Now, I know there are notorious problems with URLs, and we'll examine these in chapter 2, but first take a moment to consider how well they often do work. The following line is quite amazing, if you stop to think about it:

Buy it!

<A HREF="http://www.books.com/scripts/view.exe?isbn~1568843054">Buy it!</A>

Nor was this ability to link directly into very specific parts of their database unique to the Book Stacks site. Several other online bookstores provided the same capability.

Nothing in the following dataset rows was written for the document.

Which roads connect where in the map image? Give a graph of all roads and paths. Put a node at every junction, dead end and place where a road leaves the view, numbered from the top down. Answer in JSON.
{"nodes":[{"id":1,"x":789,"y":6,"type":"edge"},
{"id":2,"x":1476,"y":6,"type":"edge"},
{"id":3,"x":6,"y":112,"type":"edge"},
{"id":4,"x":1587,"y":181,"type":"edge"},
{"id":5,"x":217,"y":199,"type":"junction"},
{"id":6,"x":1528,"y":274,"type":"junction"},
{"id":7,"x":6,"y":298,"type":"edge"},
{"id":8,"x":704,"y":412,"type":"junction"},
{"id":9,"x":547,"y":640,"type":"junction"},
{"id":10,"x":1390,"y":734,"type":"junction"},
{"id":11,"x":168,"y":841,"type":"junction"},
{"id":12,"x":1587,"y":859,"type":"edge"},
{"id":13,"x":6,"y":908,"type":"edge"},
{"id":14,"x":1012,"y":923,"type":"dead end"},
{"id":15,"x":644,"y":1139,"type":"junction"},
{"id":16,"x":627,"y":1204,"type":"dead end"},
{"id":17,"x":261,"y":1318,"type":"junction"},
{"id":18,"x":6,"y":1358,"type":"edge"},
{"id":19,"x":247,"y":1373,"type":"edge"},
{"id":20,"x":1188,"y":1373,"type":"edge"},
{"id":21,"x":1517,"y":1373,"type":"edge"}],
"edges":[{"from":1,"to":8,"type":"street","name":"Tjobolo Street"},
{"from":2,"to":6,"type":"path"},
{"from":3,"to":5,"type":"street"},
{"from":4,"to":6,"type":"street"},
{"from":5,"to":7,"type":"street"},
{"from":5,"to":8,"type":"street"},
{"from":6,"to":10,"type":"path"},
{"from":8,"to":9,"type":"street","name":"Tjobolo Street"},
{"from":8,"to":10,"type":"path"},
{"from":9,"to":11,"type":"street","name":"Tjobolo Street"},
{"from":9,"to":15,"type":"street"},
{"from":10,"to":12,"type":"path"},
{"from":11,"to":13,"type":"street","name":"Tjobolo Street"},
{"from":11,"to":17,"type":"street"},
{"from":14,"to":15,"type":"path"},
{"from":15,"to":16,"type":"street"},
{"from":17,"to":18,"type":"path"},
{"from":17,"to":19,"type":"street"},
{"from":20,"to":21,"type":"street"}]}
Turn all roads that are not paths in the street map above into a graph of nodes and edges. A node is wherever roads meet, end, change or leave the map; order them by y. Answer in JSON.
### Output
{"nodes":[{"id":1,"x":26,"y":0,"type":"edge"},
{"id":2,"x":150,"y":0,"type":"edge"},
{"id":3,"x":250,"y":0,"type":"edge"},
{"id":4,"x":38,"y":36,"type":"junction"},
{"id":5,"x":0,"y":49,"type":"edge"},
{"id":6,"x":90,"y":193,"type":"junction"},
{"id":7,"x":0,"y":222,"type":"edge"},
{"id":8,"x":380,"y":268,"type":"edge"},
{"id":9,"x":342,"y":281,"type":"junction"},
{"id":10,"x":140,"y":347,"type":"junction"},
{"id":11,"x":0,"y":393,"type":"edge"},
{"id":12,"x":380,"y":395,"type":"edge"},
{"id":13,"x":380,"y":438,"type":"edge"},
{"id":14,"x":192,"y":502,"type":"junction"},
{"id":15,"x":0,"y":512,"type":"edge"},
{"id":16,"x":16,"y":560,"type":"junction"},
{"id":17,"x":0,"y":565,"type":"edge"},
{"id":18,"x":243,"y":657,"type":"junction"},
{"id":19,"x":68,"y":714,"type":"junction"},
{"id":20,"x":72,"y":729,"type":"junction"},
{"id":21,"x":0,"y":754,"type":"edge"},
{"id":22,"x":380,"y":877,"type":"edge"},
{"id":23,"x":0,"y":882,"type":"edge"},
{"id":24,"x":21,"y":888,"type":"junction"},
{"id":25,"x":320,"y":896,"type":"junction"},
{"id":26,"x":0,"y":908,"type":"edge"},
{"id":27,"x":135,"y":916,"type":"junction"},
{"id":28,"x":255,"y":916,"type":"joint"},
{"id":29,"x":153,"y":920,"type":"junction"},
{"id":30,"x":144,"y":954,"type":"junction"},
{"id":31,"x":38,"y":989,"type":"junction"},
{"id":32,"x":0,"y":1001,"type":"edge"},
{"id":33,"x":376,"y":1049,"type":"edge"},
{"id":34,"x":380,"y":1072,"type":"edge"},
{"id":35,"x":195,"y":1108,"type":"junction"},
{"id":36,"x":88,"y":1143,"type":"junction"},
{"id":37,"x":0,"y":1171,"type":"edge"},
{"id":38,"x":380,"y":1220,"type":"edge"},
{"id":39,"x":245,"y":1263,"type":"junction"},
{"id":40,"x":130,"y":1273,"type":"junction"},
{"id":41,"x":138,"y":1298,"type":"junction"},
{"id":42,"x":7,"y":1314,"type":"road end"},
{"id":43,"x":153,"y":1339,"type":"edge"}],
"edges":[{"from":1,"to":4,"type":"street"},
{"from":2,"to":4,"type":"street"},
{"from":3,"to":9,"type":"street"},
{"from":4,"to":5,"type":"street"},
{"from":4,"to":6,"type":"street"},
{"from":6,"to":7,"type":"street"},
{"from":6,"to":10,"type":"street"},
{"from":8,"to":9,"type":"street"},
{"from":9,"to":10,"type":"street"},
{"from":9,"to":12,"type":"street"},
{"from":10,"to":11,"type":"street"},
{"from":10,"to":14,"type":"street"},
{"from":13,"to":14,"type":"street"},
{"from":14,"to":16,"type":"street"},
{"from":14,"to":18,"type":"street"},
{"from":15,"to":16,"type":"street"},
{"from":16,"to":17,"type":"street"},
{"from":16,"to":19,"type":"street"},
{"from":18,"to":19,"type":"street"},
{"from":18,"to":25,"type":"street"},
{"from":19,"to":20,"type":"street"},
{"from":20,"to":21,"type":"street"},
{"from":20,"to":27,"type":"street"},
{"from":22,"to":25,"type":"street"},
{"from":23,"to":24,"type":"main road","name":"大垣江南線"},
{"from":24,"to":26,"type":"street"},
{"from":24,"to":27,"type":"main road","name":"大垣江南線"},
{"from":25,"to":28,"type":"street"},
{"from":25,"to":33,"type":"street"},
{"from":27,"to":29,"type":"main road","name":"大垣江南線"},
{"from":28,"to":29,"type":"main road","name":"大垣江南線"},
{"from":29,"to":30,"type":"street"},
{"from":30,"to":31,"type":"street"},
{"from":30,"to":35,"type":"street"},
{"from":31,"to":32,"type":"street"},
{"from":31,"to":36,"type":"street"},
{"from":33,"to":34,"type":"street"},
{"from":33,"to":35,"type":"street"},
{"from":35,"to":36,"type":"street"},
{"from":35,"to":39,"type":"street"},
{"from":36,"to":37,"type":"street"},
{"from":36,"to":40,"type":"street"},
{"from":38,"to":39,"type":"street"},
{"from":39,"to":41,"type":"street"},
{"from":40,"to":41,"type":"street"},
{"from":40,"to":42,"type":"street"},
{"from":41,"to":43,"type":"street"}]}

ISBN linking didn't work at every store listed in Example 1-3, but it worked at enough of them that I could now drive potential buyers directly to the book at several different stores:

http://www.amazon.com/exec/obidos/ISBN=1568843054

http://www.viamall.com/softpro/1-56884-305-4.html

http://www.hotline.com.au/cgi-bin/title_search?keyword=1568843054 (Australia)

You'll immediately notice that, while all four of the URLs refer to the same ISBN number 1-56884-305-4, the syntaxes are otherwise quite different. Evidently, there are few rules for the formation of URLs, once you get past the protocol://hostname part. Each site has set up its system differently. This is to be expected, but it means that rules learned for one system don't help much trying to link into a different system. As we'll discuss in more detail in chapter 2, "educated guesses" can be a poor way of generating URLs.

In fact, one might suspect that the efficiency of the URLs for my book, and what little regularity they have, owes more to the ISBN numbering scheme (see sidebar) than it does to the URL scheme.

ISBN

The International Standard Book Number (ISBN) consists of ten digits and is made up of four parts: Group identifier, Publisher identifier, Title identifier, and Checksum digit. (The Group identifier, assigned by the ISBN Agency in Berlin, stands for language and country groups; for instance, English-speaking countries use 0 or 1.) {{Is ORA prefix 1565 or 15659?}} The ISBN system was established in 1968; according to http://www.reedref.com/Standards/isbn.html, "virtually every item sold in a bookstore requires an ISBN as increasing numbers of publishing systems base their entire inventory on the ISBN."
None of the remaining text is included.